Programação defensiva não é proteger o código de erros somente. É proteger também o código dos erros dos outros porque ele não foi feito para ser compreensível.

Outra coisa poderosa de Java e da orientação por objeto. A faca de dois legumes do aspecto dinâmico da linguagem. Você primeiro instancia e depois usa. É uma forma de compartimentar o erro. Um bug pode existir no seu código por uma eternidade, até que ocorra a condição que cause o bug. Alguns bugs vivem anos e anos no seu código. 

A cada nova versão, bugs antigos somem e outros surgem. O bug vem da nossa atividade humana de programar. Sempre estaremos lutando contra eles e eles sempre estarão surgindo. Poder compartimentar código e seus erros é o que permite um sistema ser desenvolvido por muita gente. É o que nos aproxima daquela engenharia que constrói represas, foguetes, aviões. A programação é social porque os projetos ficaram grandes demais. E as ferramentas se tornaram um problema por si só, porque as ferramentas também são software. E assim lidamos com a complexidade.

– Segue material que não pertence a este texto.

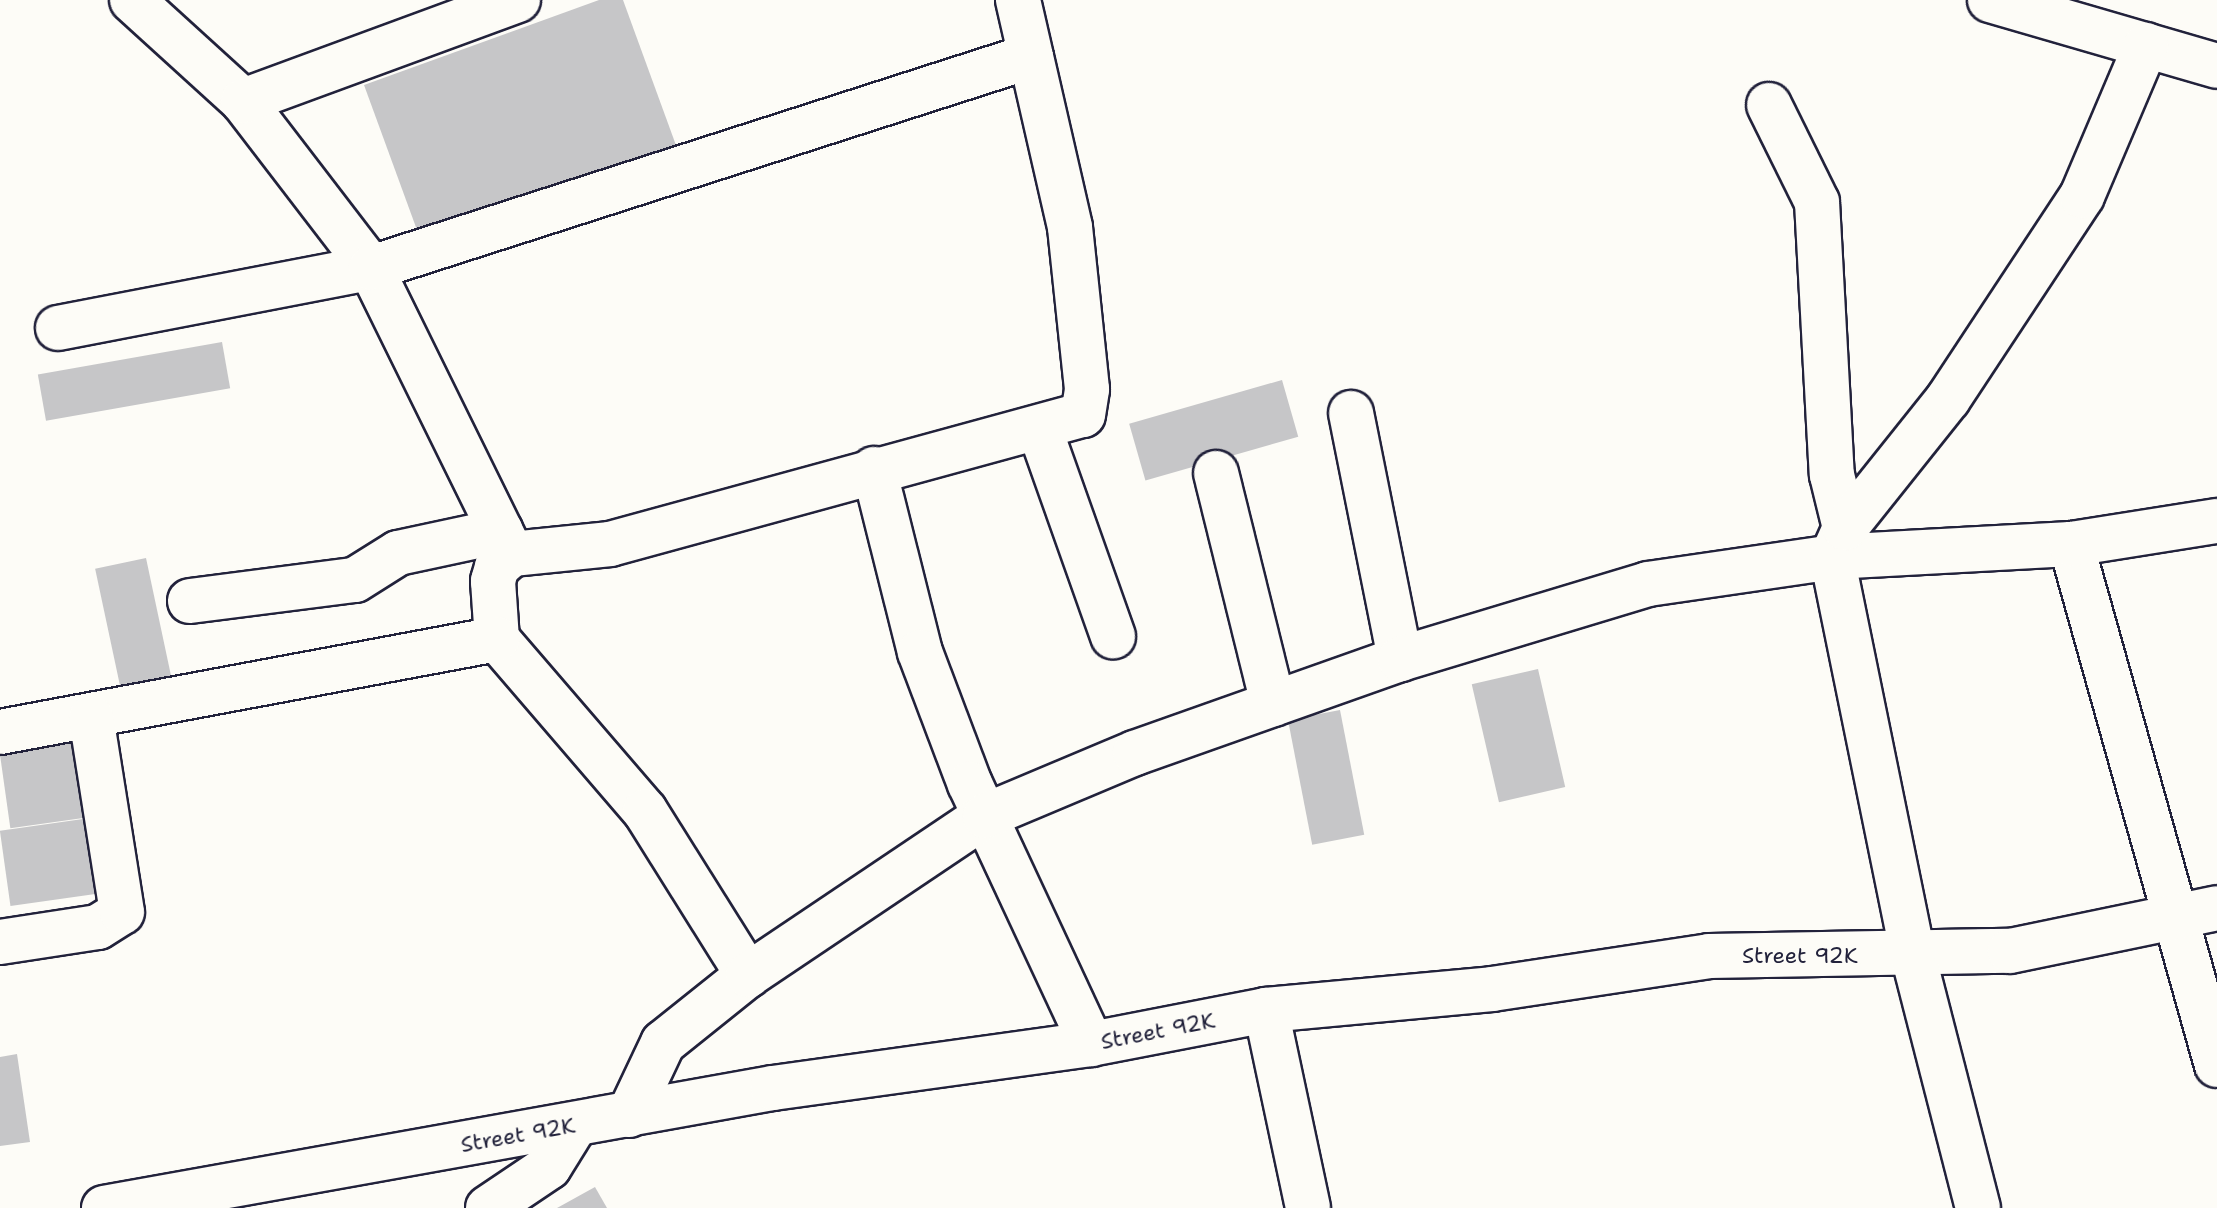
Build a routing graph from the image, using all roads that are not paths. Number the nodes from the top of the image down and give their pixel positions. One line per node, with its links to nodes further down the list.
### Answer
1 (132, 0): 9 (street)
2 (518, 0): 9 (street)
3 (1018, 0): 7 (street)
4 (1990, 0): 5 (street)
5 (2080, 13): 6 (street)
6 (2146, 45): 8 (street); 18 (street)
7 (1031, 56): 11 (street); 14 (street)
8 (2217, 66)
9 (243, 101): 11 (street)
10 (1769, 105): 18 (street)
11 (371, 268): 12 (street); 19 (street)
12 (58, 328)
13 (1351, 413): 24 (street)
14 (1040, 430): 15 (street); 22 (street)
15 (874, 469): 19 (street); 28 (street)
16 (1216, 473): 25 (street)
17 (2217, 521): 20 (street)
18 (1838, 542): 20 (street); 24 (street); 31 (street)
19 (506, 543): 21 (street); 23 (street)
20 (2071, 544): 29 (street)
21 (190, 601)
22 (1113, 636)
23 (497, 639): 26 (street); 32 (street)
24 (1400, 659): 25 (street)
25 (1273, 704): 28 (street)
26 (91, 717): 27 (street); 30 (street)
27 (0, 732)
28 (985, 816): 32 (street); 34 (street)
29 (2198, 913): 31 (street, Street 92K); 35 (street)
30 (0, 942)
31 (1913, 955): 33 (street, Street 92K); 41 (street)
32 (748, 975): 36 (street)
33 (1266, 1010): 34 (street, Street 92K); 40 (street)
34 (1091, 1044): 36 (street, Street 92K)
35 (2217, 1065)
36 (629, 1115): 37 (street, Street 92K)
37 (575, 1125): 38 (street, Street 92K); 39 (street)
38 (104, 1208)
39 (488, 1208)
40 (1308, 1208)
41 (1978, 1208)

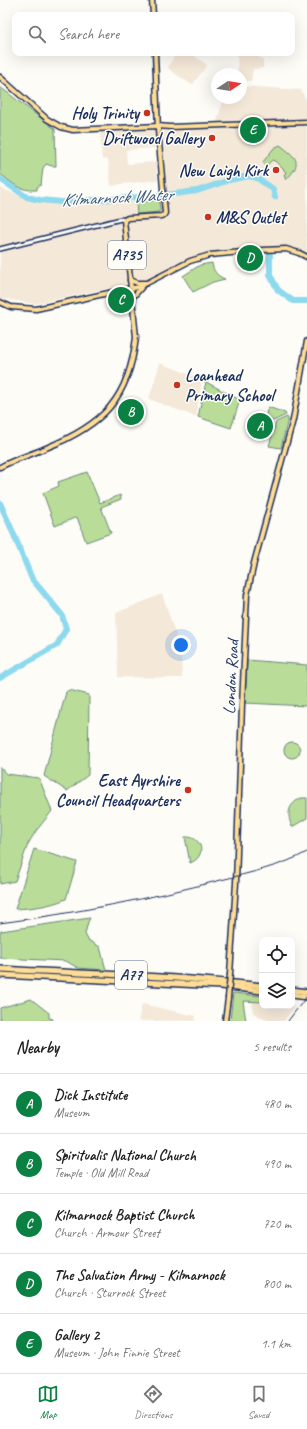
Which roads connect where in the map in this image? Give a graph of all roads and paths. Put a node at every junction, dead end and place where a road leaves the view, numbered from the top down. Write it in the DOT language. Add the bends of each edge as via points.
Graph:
graph roads {
  1 [pos="152,0"];
  2 [pos="153,12"];
  3 [pos="155,56"];
  4 [pos="0,77"];
  5 [pos="307,122"];
  6 [pos="158,126"];
  7 [pos="170,126"];
  8 [pos="159,135"];
  9 [pos="124,220"];
  10 [pos="0,249"];
  11 [pos="307,257"];
  12 [pos="130,280"];
  13 [pos="146,283"];
  14 [pos="131,290"];
  15 [pos="132,298"];
  16 [pos="0,302"];
  17 [pos="307,340"];
  18 [pos="0,467"];
  19 [pos="0,966"];
  20 [pos="0,969"];
  21 [pos="66,975"];
  22 [pos="0,976"];
  23 [pos="259,986"];
  24 [pos="295,990"];
  25 [pos="259,991"];
  26 [pos="307,992"];
  27 [pos="295,995"];
  28 [pos="307,997"];
  29 [pos="225,1021"];
  1 -- 2 [label="main road"];
  3 -- 6 [label="main road"];
  4 -- 6 [label="main road" via="47,119 61,127 73,130"];
  5 -- 7 [label="main road"];
  6 -- 7 [label="main road"];
  6 -- 8 [label="main road, A735"];
  7 -- 8 [label="main road"];
  8 -- 9 [label="main road, A735" via="164,215"];
  9 -- 10 [label="street"];
  9 -- 12 [label="main road, A735"];
  11 -- 13 [label="main road, A735" via="286,249 210,255 190,261"];
  12 -- 13 [label="main road, A735"];
  12 -- 14 [label="main road, A735"];
  13 -- 14 [label="main road, A735"];
  13 -- 15 [label="main road, A735"];
  14 -- 15 [label="main road, A735"];
  14 -- 16 [label="main road" via="36,309 11,307"];
  15 -- 18 [label="main road, A735" via="136,337 134,351 128,377 112,405 78,434"];
  17 -- 29 [label="main road, London Road, bridge" via="292,420 247,595 236,883"];
  19 -- 21 [label="highway, A77"];
  20 -- 21 [label="highway, A77"];
  21 -- 22 [label="highway, A77"];
  21 -- 23 [label="highway, A77" via="215,981"];
  21 -- 25 [label="highway, A77"];
  24 -- 26 [label="highway"];
  27 -- 28 [label="highway"];
}
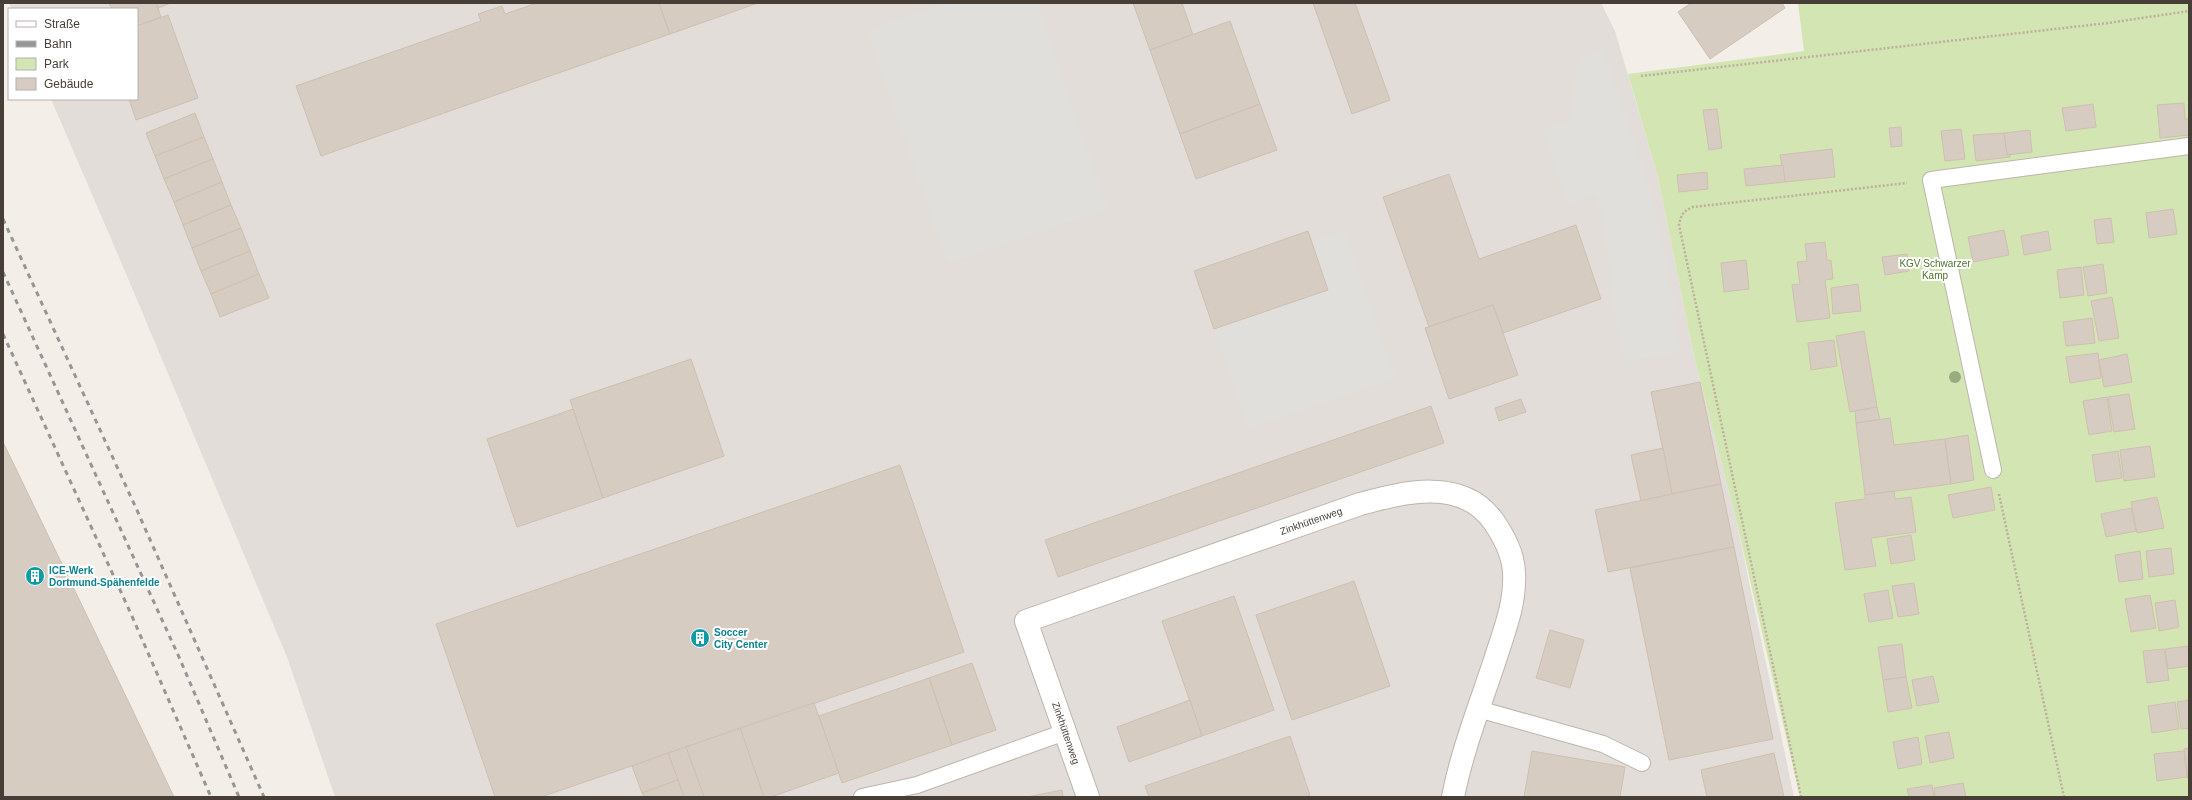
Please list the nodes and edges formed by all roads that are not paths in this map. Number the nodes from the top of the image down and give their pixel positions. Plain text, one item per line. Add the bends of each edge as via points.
1 (2189, 146) edge
2 (1994, 470) road end
3 (1478, 709) junction
4 (1065, 732) junction
5 (1642, 763) dead end
6 (862, 797) edge
7 (1088, 797) edge
8 (1454, 797) edge

1 - 2 lane via 1931,180
3 - 4 street, Zinkhüttenweg via 1511,612 1514,571 1507,541 1487,512 1469,500 1449,492 1422,491 1395,494 1360,504 1026,621
3 - 5 lane via 1603,744
3 - 8 street, Zinkhüttenweg via 1460,761
4 - 6 lane via 917,785
4 - 7 street, Zinkhüttenweg

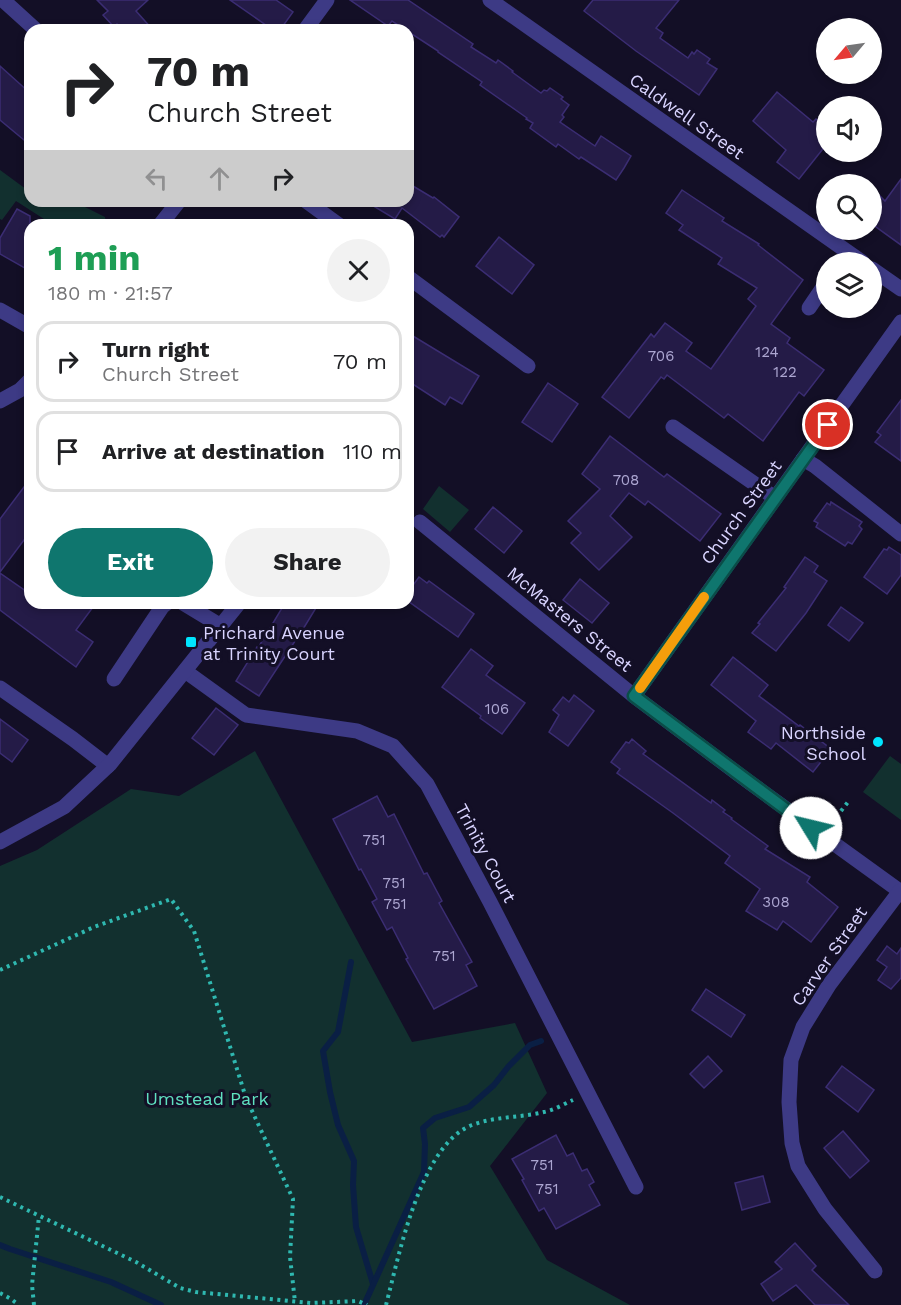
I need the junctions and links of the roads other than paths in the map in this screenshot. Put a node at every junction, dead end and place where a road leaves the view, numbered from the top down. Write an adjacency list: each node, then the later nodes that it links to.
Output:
1 (3, 0): 4 (street)
2 (327, 0): 5 (street)
3 (490, 0): 10 (street, Caldwell Street)
4 (29, 24)
5 (309, 24)
6 (174, 207): 8 (street)
7 (314, 207): 9 (street)
8 (165, 219)
9 (331, 219)
10 (836, 252)
11 (882, 276): 13 (street)
12 (414, 281): 19 (street)
13 (901, 289)
14 (816, 298): 15 (street)
15 (809, 308)
16 (0, 310): 18 (street)
17 (901, 322): 23 (street, Church Street)
18 (24, 324)
19 (528, 366)
20 (24, 386): 21 (street)
21 (0, 401)
22 (673, 427): 24 (street)
23 (803, 459): 24 (street, Church Street); 26 (street)
24 (775, 498): 34 (street, Church Street)
25 (420, 522): 34 (street, McMasters Street)
26 (901, 534)
27 (161, 609): 32 (street)
28 (193, 609): 30 (street)
29 (234, 609): 30 (street)
30 (220, 626): 31 (street)
31 (184, 671): 35 (street); 38 (street, Trinity Court)
32 (114, 679)
33 (0, 688): 35 (street)
34 (634, 696): 37 (street, McMasters Street)
35 (108, 766): 36 (street)
36 (0, 842)
37 (901, 891): 39 (street, Carver Street)
38 (636, 1187)
39 (875, 1271)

Java é verboso. É verboso porque é feito para computeiros serem sociais. Para poder fazer sistemas grandes, Para poder lidar com rotatividade de mão de obra. Para que eu possa tirar férias e o projeto não parar. Código fonte é apenas uma forma de expressar conhecimento sobre algo. Uma linguagem verbosa exige que vc se expresse, talvez mais do que vc gostaria. Nem todo mundo escreve bem ou resolve bem um problema, mas entender o que você faz é importante. Entender sua intenção. Lidar com a complexidade. Quebrar o problema e compartimentar seus erros.

Eu digo que Java é o Karatê das linguagens de programação. Sou faixa branca de tudo. Algumas artes marciais são práticas, como o Krav Magá, ensinam você a lidar com situações. Outras, trazem consigo uma história e uma filosofia por trás, como o Kung Fu. Outras, são modernas, como o Aikidô. Outras, foram feitas para as massas como o Karatê.

Karatê é uma boa luta para ensinar para tropas. As pessoas aprendem "kata"s, que são aqueles movimentos de golpes que vc repete à exaustão. Soldados costumam ser pessoas comuns, muitas vezes humildes, você não pode exigir muito conhecimento prévio. Você precisa dar para elas instruções curtas e simples, e principalmente, efetivas. Dificilmente você vai ver um mestre de karatê no UFC, mas as guerras não são vencidas com super soldados. São vencidas por pessoas comuns.

Da mesma forma, a TI não é feita de gente excepcional do Google, mas por pessoas comuns. Java é uma linguagem para pessoas comuns. A máquina virtual abstrai o que é específico da plataforma não somente pela portabilidade (útil porém rara, alguém já viu a necessidade de um sistema projetado para linux ter que ser portada para windows? é muito mais fácil e barato rodar noutra máquina, oras). A linguagem verbosa te força a ser claro na sua intenção (compare com códigos ofuscados intencionalmente em C ou Perl). É uma linguagem ubíqua (adoro esse termo - significa onipresente, mas foi traduzida como pervasiva) e portanto serve desde o server-side até sistemas android e raspberry pis da vida.

Java é uma das linguagens da commoditização da nossa profissão. A Microsoft não fez C# à toa. Eles sabem da importância de se ter uma grande comunidade de desenvolvedores à disposição no mercado. Estar no mercado é ruim porque os salários tendem a achatar, e é bom porque da mesma forma, dificilmente você ficará sem emprego. A mediocridade (que significa estar no meio e não estar embaixo) pode ser visto tanto do ponto de vista de ser dispensável quanto de ser empregável. 

Muitas vezes, do ponto de vista da empresa, é muito mais vantajoso você ter gente que sabe java em suas fileiras porque você quer ter elasticidade para contratar e demitir rápido do que começar um projeto numa linguagem obscura como Ruby por exemplo, por mais features incríveis que a linguagem te traga.

Acho que já falei demais, deixa eu tentar concluir isso aqui.

Em computação, tudo tem uma intenção. Existe o interesse de quem bolou a linguagem, da empresa que banca sua insituição (no caso de Java, a Oracle, e antes, a Sun). Existe a intenção do contratante. Existe a sua intenção como desenvolvedor. Existe a intenção dos outros da sua equipe. 

E existe a do cliente, que raramente quer ver seu código, que é como um vaso de plástico.

Ninguém se pergunta como aquele vaso de plástico foi feito desde que você possa plantar algo nele e ele dure pelo menos alguns anos.